Sarah Hathway, socialist candidate for Windermere Ward in the Greater Geelong City Council, is using her campaign to draw attention to the forgotten suburbs in the Northern region of Geelong.
Hathway told Green Left that Norlane and Corio are “underserviced” and “often ignored”.
Councillors and local politicians claim they do a lot, but little seems to change, she said.
Volunteers letterboxing the ward have reported just how forgotten these areas are: they lack footpaths, nature strips and tree coverage.
“A number of public spaces are just empty flat land with no trees or vegetation, paths or play equipment”, Hathway said. “This seems to be worse in new developments going up on the edge of Corio.”
She said the parks with these basic amenities are often not maintained. “The local park where I take my daughter was flooded the other week — paths and half the basketball court were under water because there is no proper drainage. I’m not even sure if council employs maintenance workers to service public spaces in the north.
“It just seems like no one really cares.”
The Northern ward, covering 709 square kilometres, is the largest of the four wards in the Greater Geelong City Council: it stretches from North Geelong to the regional and rural areas of Little River, Staughton Vale and Anakie.
But, despite covering such a large area, Windermere Ward only has two councillors, compared to the other three wards in the Greater Geelong City Council, which have three councillors each.
One potential positive development is the Northern ARC project, which has been on the books for at least eight years. The Greater Geelong Council recently completed its building plan and rebadged the project to become the Northern Aquatic and Community Hub. It hopes it will attract state and federal funding as part of the region’s post-COVID-19 recovery project.

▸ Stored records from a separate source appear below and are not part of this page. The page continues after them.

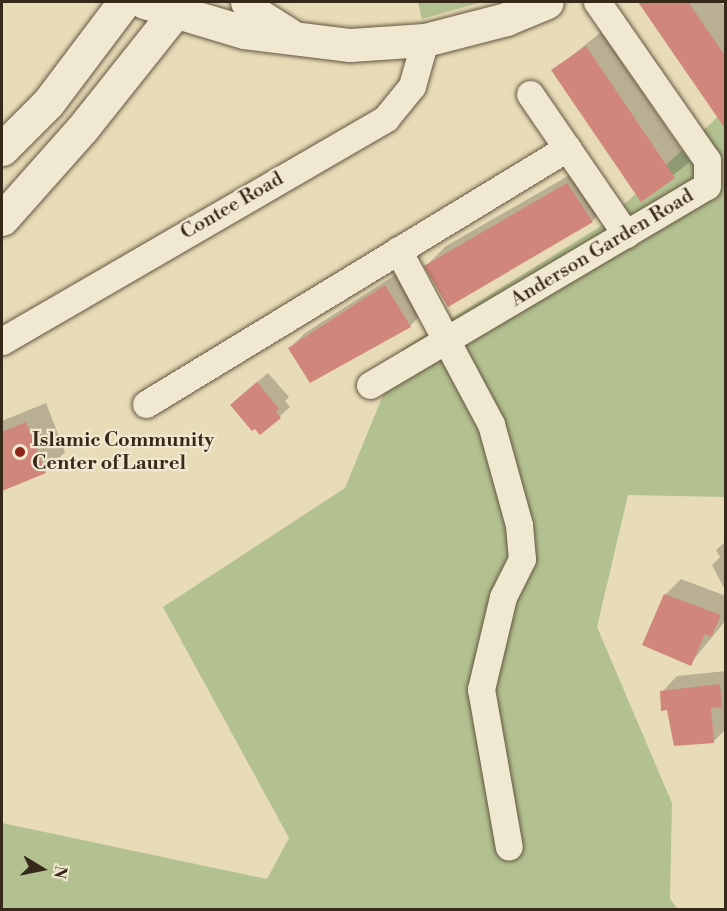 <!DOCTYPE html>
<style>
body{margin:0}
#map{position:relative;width:727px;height:911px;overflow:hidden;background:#e8dbb7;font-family:"Libre Bodoni",serif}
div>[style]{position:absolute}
.green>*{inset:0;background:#b3c190}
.shadow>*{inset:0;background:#0003}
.building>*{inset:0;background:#d0867b}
.roads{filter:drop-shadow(0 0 2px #635640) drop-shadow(0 0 2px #635640)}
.street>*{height:27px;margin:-13.5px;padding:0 13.5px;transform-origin:13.5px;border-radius:13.5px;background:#f0e8d0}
.secondary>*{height:33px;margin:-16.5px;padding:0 16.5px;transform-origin:16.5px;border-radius:16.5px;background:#f0e8d0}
.dots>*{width:16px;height:16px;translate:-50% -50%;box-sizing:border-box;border:3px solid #f0e8d0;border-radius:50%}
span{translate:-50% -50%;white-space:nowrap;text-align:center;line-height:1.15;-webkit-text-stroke:4.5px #f0e8d0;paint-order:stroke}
.street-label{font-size:20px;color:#372919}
.poi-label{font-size:20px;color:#372919;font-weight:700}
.left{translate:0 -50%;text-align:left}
.frame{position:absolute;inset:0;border:3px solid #372919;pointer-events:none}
.north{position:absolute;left:12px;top:839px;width:60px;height:60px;-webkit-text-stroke:4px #f0e8d0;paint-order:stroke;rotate:100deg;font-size:16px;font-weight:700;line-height:24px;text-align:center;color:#372919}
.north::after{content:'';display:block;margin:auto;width:21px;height:27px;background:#372919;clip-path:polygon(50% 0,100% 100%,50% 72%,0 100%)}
</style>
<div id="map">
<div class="green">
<div style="clip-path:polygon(418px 2px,482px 2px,422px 19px)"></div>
<div style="clip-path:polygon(725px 110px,725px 497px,628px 495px,597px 627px,672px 803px,670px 899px,678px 909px,2px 910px,2px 823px,267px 879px,289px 838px,163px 607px,345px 488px,402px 349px,601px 226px)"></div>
</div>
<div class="shadow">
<div style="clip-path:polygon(640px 2px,721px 2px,726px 8px,726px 127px)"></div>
<div style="clip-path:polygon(601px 32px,690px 162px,641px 200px,553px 71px)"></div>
<div style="clip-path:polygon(587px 165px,612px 201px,592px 221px,449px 305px,426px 266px,446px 246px)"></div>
<div style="clip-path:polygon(401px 271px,426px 310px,410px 326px,310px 381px,290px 348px,305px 333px)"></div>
<div style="clip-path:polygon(268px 373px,289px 397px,285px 401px,290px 407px,261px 433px,242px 395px)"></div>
<div style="clip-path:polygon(46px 403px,65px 452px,46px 472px,2px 490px,2px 421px)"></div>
<div style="clip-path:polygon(726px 541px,726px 592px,712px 565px,720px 557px,716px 550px)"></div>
<div style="clip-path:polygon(681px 579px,726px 596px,726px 620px,690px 664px,665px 595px)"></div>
<div style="clip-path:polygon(726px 671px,726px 729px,713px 742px,668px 709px,662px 692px,677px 676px)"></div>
</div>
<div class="building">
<div style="clip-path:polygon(638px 2px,688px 2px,726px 57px,726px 130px)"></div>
<div style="clip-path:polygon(586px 46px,675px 178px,641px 202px,551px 70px)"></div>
<div style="clip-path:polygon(567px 183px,593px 222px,448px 307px,424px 266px)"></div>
<div style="clip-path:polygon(385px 285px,411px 327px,310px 383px,288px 348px)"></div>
<div style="clip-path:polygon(257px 382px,279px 409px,276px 412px,281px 418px,260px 435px,255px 429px,252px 431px,230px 405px)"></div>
<div style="clip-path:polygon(26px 422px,46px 473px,2px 491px,2px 432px)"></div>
<div style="clip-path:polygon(664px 594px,721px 615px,711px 637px,705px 634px,691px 666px,642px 645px)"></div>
<div style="clip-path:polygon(720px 684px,722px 707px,711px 708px,714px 743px,674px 746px,667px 710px,661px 711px,660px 691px)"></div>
</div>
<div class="roads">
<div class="street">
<div style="left:530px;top:94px;width:170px;rotate:55.6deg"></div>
<div style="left:398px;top:250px;width:197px;rotate:61.9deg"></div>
<div style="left:491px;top:424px;width:105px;rotate:74.5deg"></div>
<div style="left:519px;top:525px;width:34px;rotate:85deg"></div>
<div style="left:522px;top:559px;width:42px;rotate:116.6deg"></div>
<div style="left:503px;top:597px;width:95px;rotate:103.4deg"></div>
<div style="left:481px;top:689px;width:160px;rotate:80deg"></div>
<div style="left:2px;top:341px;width:444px;rotate:-30.1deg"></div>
<div style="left:386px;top:118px;width:41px;rotate:-50.9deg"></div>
<div style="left:412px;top:86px;width:48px;rotate:-74.2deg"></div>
<div style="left:370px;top:385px;width:391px;rotate:-30.6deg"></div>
<div style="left:707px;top:186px;width:26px;rotate:-90deg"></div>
<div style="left:707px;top:160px;width:193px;rotate:-124.8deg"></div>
<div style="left:146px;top:404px;width:493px;rotate:-31.3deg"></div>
</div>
<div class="secondary">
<div style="left:144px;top:2px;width:104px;rotate:16.7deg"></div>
<div style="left:244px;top:32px;width:107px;rotate:7deg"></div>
<div style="left:350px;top:45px;width:75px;rotate:-3.8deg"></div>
<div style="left:425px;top:40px;width:84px;rotate:-14.5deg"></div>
<div style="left:506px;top:19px;width:44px;rotate:-22.5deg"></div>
<div style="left:247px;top:2px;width:14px;rotate:54deg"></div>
<div style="left:255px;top:13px;width:41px;rotate:32.2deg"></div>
<div style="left:2px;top:149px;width:65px;rotate:-45deg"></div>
<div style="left:48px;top:103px;width:126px;rotate:-53deg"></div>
<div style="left:2px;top:219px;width:120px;rotate:-48.4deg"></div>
<div style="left:82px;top:129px;width:162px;rotate:-51.5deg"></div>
</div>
</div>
<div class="dots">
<div style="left:20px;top:452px;background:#8f2418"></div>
</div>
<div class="street-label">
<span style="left:232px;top:206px;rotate:-30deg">Contee Road</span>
<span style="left:602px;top:248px;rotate:-31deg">Anderson Garden Road</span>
</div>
<div class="poi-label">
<span class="left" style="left:32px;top:452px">Islamic Community<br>Center of Laurel</span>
</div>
<div class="frame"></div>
<div class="north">N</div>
</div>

The local council has committed just over $20 million to the project. But without another $41 million, the project will not be able to go ahead.

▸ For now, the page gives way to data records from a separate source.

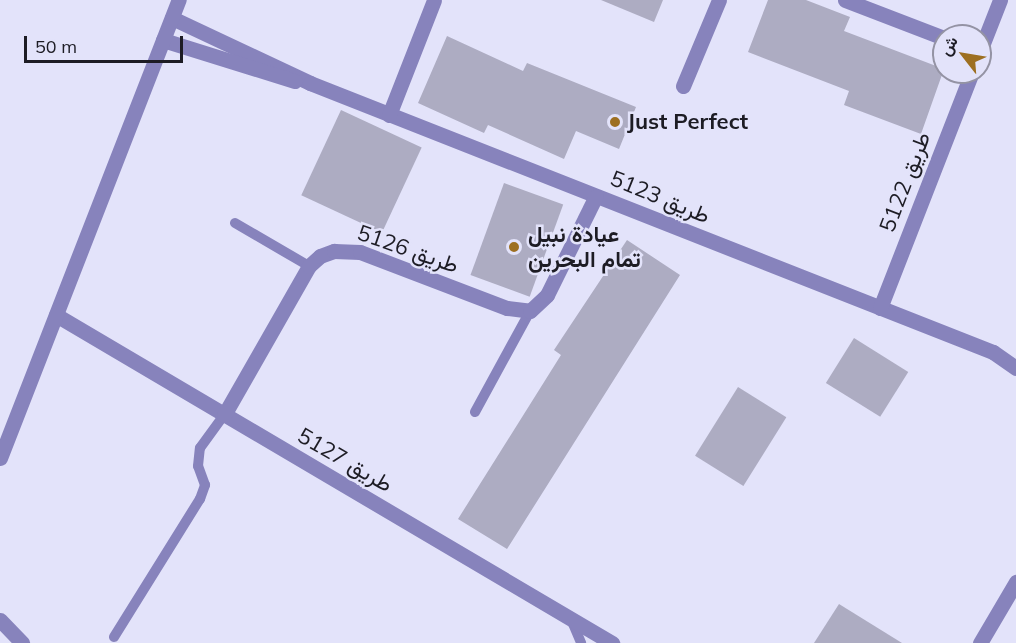 <!DOCTYPE html>
<meta charset="utf-8">
<style>
body{margin:0}
#map{position:relative;width:1016px;height:643px;overflow:hidden;background:#e3e3fa;font-family:Mulish,Vazirmatn,sans-serif}
div>[style]{position:absolute}
.building>*{inset:0;background:#adacc2;transform-origin:0 0}
.service>*{height:10px;margin:-5px;padding:0 5px;transform-origin:5px;border-radius:5px;background:#8783bc}
.minor>*{height:15px;margin:-7.5px;padding:0 7.5px;transform-origin:7.5px;border-radius:7.5px;background:#8783bc}
.dots>*{width:16px;height:16px;translate:-50% -50%;box-sizing:border-box;border:3px solid #e3e3fa;border-radius:50%}
span{translate:-50% -50%;white-space:nowrap;text-align:center;line-height:1.15;-webkit-text-stroke:5px #e3e3fa;paint-order:stroke}
.poi-label{font-size:22px;color:#1d1c24;font-weight:700}
.left{translate:0 -50%;text-align:left}
.street-label{font-size:22px;color:#1d1c24}
.north{position:absolute;left:932px;top:24px;width:60px;height:60px;box-sizing:border-box;background:#e3e3fa;border:2px solid #9493a4;border-radius:50%;rotate:301deg;font-size:16px;font-weight:700;line-height:24px;text-align:center;color:#1d1c24}
.north::after{content:'';display:block;margin:auto;width:21px;height:27px;background:#9d6f21;clip-path:polygon(50% 0,100% 100%,50% 72%,0 100%)}
.scale{position:absolute;left:24px;top:36px;width:159px;height:27px;box-sizing:border-box;border:3px solid #1d1c24;border-top:0;padding-left:8px;font-size:18px;line-height:21px;white-space:nowrap;color:#1d1c24;-webkit-text-stroke:4px #e3e3fa;paint-order:stroke}
</style>
<div id="map">
<div class="building">
<div style="clip-path:polygon(601px 0,663px 0,654px 22px)"></div>
<div style="clip-path:polygon(768px 0,806px 0,850px 17px,844px 31px,944px 69px,921px 134px,844px 105px,849px 91px,748px 52px)"></div>
<div style="clip-path:polygon(447px 36px,523px 71px,527px 63px,636px 107px,619px 149px,576px 131px,564px 159px,488px 125px,484px 133px,418px 103px)"></div>
<div style="left:341px;top:110px;width:89px;height:94px;rotate:25deg"></div>
<div style="left:504px;top:183px;width:63px;height:98px;rotate:20deg"></div>
<div style="clip-path:polygon(627px 240px,680px 275px,507px 549px,458px 519px,561px 355px,554px 350px)"></div>
<div style="left:854px;top:338px;width:64px;height:53px;rotate:32deg"></div>
<div style="left:738px;top:387px;width:57px;height:81px;rotate:32deg"></div>
<div style="clip-path:polygon(839px 604px,902px 643px,814px 643px)"></div>
</div>
<div class="service">
<div style="left:235px;top:223px;width:86px;rotate:30.2deg"></div>
<div style="left:475px;top:412px;width:115px;rotate:-61.4deg"></div>
<div style="left:571px;top:619px;width:26px;rotate:67deg"></div>
<div style="left:114px;top:637px;width:163px;rotate:-58.1deg"></div>
<div style="left:200px;top:499px;width:15px;rotate:-70deg"></div>
<div style="left:205px;top:485px;width:20px;rotate:-110deg"></div>
<div style="left:198px;top:466px;width:18px;rotate:-84deg"></div>
<div style="left:200px;top:448px;width:41px;rotate:-54deg"></div>
</div>
<div class="minor">
<div style="left:845px;top:0;width:106px;rotate:21deg"></div>
<div style="left:172px;top:18px;width:153px;rotate:25.2deg"></div>
<div style="left:310px;top:83px;width:734px;rotate:21.5deg"></div>
<div style="left:993px;top:352px;width:28px;rotate:35deg"></div>
<div style="left:163px;top:40px;width:138px;rotate:17.3deg"></div>
<div style="left:980px;top:51px;width:55px;rotate:-68.6deg"></div>
<div style="left:683px;top:86px;width:93px;rotate:-67.3deg"></div>
<div style="left:389px;top:115px;width:123px;rotate:-68.6deg"></div>
<div style="left:880px;top:308px;width:253px;rotate:-68.7deg"></div>
<div style="left:56px;top:315px;width:646px;rotate:30.54deg"></div>
<div style="left:224px;top:415px;width:172px;rotate:-60.3deg"></div>
<div style="left:309px;top:266px;width:15px;rotate:-42deg"></div>
<div style="left:320px;top:256px;width:15px;rotate:-20deg"></div>
<div style="left:334px;top:251px;width:26px;rotate:2deg"></div>
<div style="left:360px;top:252px;width:157px;rotate:20.9deg"></div>
<div style="left:507px;top:308px;width:23px;rotate:7deg"></div>
<div style="left:530px;top:311px;width:23px;rotate:-43deg"></div>
<div style="left:547px;top:295px;width:110px;rotate:-63.7deg"></div>
<div style="left:0;top:458px;width:492px;rotate:-68.7deg"></div>
<div style="left:0;top:620px;width:32px;rotate:46deg"></div>
<div style="left:980px;top:643px;width:71px;rotate:-59.5deg"></div>
</div>
<div class="dots">
<div style="left:615px;top:122px;background:#9d6f21"></div>
<div style="left:514px;top:247px;background:#9d6f21"></div>
</div>
<div class="poi-label">
<span class="left" style="left:627px;top:122px">Just Perfect</span>
<span class="left" style="left:528px;top:247px">عيادة نبيل<br>تمام البحرين</span>
</div>
<div class="street-label">
<span style="left:905px;top:182px;rotate:-69deg">طريق 5122</span>
<span style="left:660px;top:197px;rotate:22deg">طريق 5123</span>
<span style="left:408px;top:249px;rotate:19deg">طريق 5126</span>
<span style="left:345px;top:460px;rotate:30deg">طريق 5127</span>
</div>
<div class="north">ش</div>
<div class="scale">50 m</div>
</div>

Plans for the site include a 25-metre swimming pool, a hydrotherapy pool, water play and learn-to-swim space, gym, 400-person multipurpose community hall, health consulting suites and public meeting rooms.
The Greater Geelong City Council ran a public petition and billboards asking for state funding for the Northern ARC in the lead-up to the last state election. The Daniel Andrews government gave no commitment and the campaign fizzled out until recently, when the council saw an opportunity to posit the hub as a post-COVID-19 infrastructure recovery project.
“I really hope this project gets the funding it needs to go ahead,” Hathway said. “But given there’s been no buy-in from governments, we need local representatives to build a dynamic community campaign to get that funding.
“We need councillors who seek to empower locals to fight for the amenities they want, as we’ve seen Socialist Alliance councillors in Moreland in Victoria and Fremantle in Western Australia do,” Hathway concluded.